Hi
My raspberryPi arrived this morning, one of the things I wanted to
try on it was EPICS. I have time on my hands at the moment, so I
did a quick trial of this.
Hi Florian,
On 2012-06-12 Florian Feldbauer wrote:
Currently arm is only supported as target not as host for build.
Since the Raspberry Pi has a gnu c compiler and all the libraries I
need (also a x-server), would it be possible to build EPICS directly
on this system instead of building it on a different system?
Yes, although as Jeff said you might need to add a few things to the
configure/os directory to get it to build. Since you're self-hosting I
think you should be able to use the generic target name linux-arm for
this build, which should simplify the Base configuration process.
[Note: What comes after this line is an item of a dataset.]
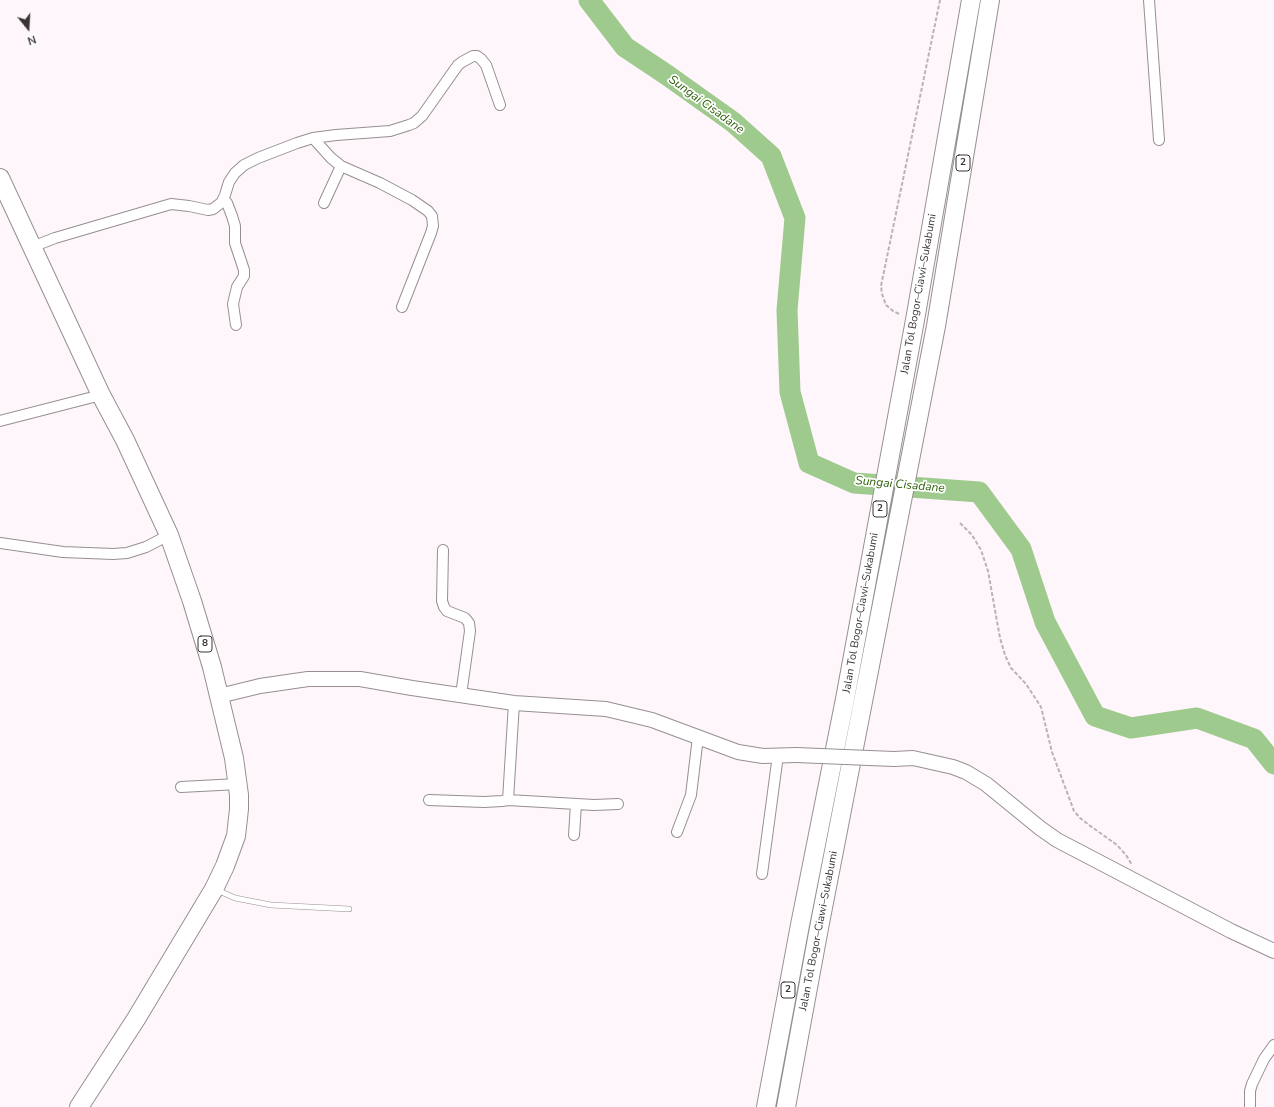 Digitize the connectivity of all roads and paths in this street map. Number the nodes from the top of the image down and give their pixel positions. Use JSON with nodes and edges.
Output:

I also chose linux-arm, though I wondered if I should indicate endianness
too.
You will need to create the file CONFIG.linux-arm.Common containing the
line
include $(CONFIG)/os/CONFIG.UnixCommon.Common
but that might be all you actually have to do. CONFIG.Common.linux-arm
may look like it's only set up for cross-compilation, but those
settings are actually overrides to variables set in
CONFIG.Common.UnixCommon so first try building without making any
changes there.
I did that, and also included $(CONFIG)/CONFIG.gnuCommon
I dare say that's not the way (or place) to do it, but I found that
without that, COMPILE.cpp was undefined, so I was able to compile .c
sources, but not .cpp
I haven't got to the bottom of that, maybe tomorrow.
In case it's not clear, files names *.<host>.Common are included
whenever building on<host> irrespective of the target; files named
*.Common.<target> are included whenever compiling for<target> on any
host; files named *.<host>.<target> are used whenever that particular
combination of<host> and<target> are involved. Files named
CONFIG.*.* contain default settings for the build process, while files
named CONFIG_SITE.*.* are intended for site- specific settings such as
paths that might vary (location of cross-compilers etc.).
After a top-level 'make' succeeds, you will want to use 'make runtests'
to execute the build-in test programs (note that epicsMessageQueueTest
takes 5 minutes to run, don't assume it has crashed when the messages
stop mid-test).
The tests passed
That's all I've tried so far
Thanks
tim
Hope this gets you started, ask if you get stuck. I would be
interested in adding your configuration files to the Base distribution
if you would like to contribute them once you have everything working.
- Andrew
--
Never interrupt your enemy when he is making a mistake.